Personal information
- Date of birth: 26 February 1994 (age 32)
- Place of birth: Cesena, Italy
- Height: 1.71 m (5 ft 7 in)
- Position: Midfielder

Team information
- Current team: Livorno (on loan from Cesena)
- Number: 17

Youth career
- Cesena

Senior career*
- Years: Team / Apps / (Gls)
- 2011–2017: Cesena / 19 / (0)
- 2012–2013: → Tritium (loan) / 17 / (0)
- 2014: → SPAL (loan) / 12 / (1)
- 2014–2015: → Forlì (loan) / 27 / (1)
- 2015–2016: → Santarcangelo (loan) / 17 / (0)
- 2016–2017: → Lumezzane (loan) / 39 / (0)
- 2017–2018: Lucchese / 35 / (5)
- 2018–2020: Siena / 53 / (8)
- 2020–2024: Como / 102 / (8)
- 2024: → Südtirol (loan) / 17 / (0)
- 2024–2025: Südtirol / 20 / (1)
- 2025–: Cesena / 6 / (0)
- 2026–: → Livorno (loan) / 0 / (0)

= Tommaso Arrigoni =

Italian footballer

Tommaso Arrigoni (born 26 February 1994) is an Italian footballer who plays as a midfielder for club Livorno on loan from Cesena.

==Club career==
On 16 August 2012 Arrigoni left for Tritium on a temporary deal. On 24 January 2013 he was re-called from Trezzo sull'Adda. and immediately called-up against Vicenza, wearing shirt number 37. On 31 January 2014 he was signed by SPAL.

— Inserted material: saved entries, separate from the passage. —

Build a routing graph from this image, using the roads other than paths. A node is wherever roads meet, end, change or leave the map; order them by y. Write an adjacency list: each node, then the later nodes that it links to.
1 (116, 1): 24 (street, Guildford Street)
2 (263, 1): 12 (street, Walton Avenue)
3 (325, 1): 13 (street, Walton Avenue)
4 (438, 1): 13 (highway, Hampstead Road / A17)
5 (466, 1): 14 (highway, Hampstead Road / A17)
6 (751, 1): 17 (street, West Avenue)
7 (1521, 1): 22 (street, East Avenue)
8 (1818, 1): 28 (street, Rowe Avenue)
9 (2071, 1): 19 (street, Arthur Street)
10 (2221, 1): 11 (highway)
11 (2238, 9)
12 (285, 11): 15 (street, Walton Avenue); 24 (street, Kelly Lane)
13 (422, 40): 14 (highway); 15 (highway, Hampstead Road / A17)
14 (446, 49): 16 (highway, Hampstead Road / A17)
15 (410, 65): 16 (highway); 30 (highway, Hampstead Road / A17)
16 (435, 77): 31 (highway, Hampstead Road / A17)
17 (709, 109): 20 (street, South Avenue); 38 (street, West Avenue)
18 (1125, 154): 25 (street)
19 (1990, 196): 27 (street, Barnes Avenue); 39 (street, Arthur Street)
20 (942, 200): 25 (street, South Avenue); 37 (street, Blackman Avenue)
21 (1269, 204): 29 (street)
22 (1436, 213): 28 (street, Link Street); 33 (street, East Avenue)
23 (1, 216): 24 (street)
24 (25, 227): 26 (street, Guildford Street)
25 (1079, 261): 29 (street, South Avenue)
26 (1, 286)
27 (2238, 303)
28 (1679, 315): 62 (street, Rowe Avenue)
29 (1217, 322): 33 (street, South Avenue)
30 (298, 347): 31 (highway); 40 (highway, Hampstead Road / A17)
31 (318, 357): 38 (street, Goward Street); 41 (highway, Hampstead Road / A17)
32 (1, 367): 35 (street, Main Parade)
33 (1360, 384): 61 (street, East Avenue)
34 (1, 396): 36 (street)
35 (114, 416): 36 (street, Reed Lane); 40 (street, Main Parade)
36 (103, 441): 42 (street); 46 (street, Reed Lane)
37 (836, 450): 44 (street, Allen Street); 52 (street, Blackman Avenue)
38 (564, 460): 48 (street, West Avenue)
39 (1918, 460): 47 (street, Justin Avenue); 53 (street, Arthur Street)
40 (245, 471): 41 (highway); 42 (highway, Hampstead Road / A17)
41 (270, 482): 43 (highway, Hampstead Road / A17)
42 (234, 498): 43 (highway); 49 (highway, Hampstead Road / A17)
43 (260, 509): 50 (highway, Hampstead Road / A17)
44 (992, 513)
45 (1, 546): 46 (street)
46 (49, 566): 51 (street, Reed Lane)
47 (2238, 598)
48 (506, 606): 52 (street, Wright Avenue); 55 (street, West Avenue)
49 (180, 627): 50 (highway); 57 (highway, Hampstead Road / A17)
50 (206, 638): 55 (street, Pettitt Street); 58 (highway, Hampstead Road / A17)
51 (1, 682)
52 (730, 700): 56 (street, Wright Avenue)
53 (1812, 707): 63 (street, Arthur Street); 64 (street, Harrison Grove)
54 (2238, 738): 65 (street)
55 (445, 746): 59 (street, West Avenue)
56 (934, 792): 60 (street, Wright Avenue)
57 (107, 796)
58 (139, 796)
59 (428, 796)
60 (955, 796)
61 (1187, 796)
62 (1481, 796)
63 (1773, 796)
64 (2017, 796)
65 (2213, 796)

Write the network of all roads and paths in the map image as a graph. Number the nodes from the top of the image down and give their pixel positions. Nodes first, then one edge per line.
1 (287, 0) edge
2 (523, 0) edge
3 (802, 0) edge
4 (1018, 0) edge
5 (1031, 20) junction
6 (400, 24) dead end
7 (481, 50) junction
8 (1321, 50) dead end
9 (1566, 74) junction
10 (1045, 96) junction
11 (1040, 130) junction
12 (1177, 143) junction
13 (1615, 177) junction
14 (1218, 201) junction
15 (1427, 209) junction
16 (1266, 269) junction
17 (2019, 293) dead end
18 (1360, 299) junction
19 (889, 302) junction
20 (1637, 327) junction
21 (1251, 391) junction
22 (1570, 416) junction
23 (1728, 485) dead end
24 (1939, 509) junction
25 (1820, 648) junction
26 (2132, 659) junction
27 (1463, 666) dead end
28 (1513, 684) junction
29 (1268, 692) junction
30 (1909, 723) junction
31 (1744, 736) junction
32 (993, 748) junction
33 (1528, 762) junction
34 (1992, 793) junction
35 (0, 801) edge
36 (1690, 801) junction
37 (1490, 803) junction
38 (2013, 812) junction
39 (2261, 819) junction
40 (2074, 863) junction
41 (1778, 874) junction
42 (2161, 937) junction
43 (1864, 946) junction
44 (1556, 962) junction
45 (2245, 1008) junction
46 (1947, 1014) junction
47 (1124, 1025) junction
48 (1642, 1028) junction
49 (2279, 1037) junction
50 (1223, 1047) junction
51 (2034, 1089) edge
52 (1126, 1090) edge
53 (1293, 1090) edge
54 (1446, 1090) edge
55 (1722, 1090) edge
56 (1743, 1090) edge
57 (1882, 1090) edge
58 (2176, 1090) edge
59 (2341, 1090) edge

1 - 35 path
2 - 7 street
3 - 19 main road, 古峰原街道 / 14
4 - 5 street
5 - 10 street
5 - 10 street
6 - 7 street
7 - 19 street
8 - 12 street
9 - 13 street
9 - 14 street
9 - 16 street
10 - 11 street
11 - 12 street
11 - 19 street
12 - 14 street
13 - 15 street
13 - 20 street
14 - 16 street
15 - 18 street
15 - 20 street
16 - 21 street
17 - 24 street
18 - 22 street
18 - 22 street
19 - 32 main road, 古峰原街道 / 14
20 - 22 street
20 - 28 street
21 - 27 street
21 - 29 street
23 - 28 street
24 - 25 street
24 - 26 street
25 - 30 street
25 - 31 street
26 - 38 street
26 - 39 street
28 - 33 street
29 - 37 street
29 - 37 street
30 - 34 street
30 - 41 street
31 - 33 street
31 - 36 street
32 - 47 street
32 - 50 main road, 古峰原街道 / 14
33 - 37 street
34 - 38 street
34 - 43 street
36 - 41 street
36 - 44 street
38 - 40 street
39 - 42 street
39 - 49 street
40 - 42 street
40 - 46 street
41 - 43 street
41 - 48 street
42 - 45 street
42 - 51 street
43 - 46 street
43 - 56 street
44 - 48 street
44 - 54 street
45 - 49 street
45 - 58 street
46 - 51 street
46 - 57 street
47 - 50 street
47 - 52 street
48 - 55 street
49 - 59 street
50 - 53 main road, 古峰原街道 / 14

On 17 July 2014 Tommaso and Leonardo Arrigoni, Marco Đurić, Nicola Capellini and Fabio Reato were signed by Forlì.

On 31 August 2015 Tommaso was signed by Santarcangelo in another loan.

On 13 July 2016 Arrigoni was signed by Lumezzane.

On 20 August 2020, he signed a 2-year contract with Como.

On 15 January 2024, Arrigoni joined Südtirol in Serie B on loan until the end of the 2023–24 season, with Südtirol holding an obligation to make the transfer permanent at the end of the loan if they avoid relegation.

On 8 August 2025, Arrigoni signed a two-season contract with Cesena, returning to the resurrected version of his childhood hometown club.

==International career==
Arrigoni received call-up from U16 and U18 team but only make his debut in an unofficial match. He received a call-up to a U17 international tournament. However he was later replaced by Angelo Chiavazzo.

==Personal life==
His uncle Daniele Arrigoni is a former footballer and currently a football coach. Leonardo Arrigoni, son of Daniele is also a professional footballer.

Tommaso's brother Alfredo died in 2013.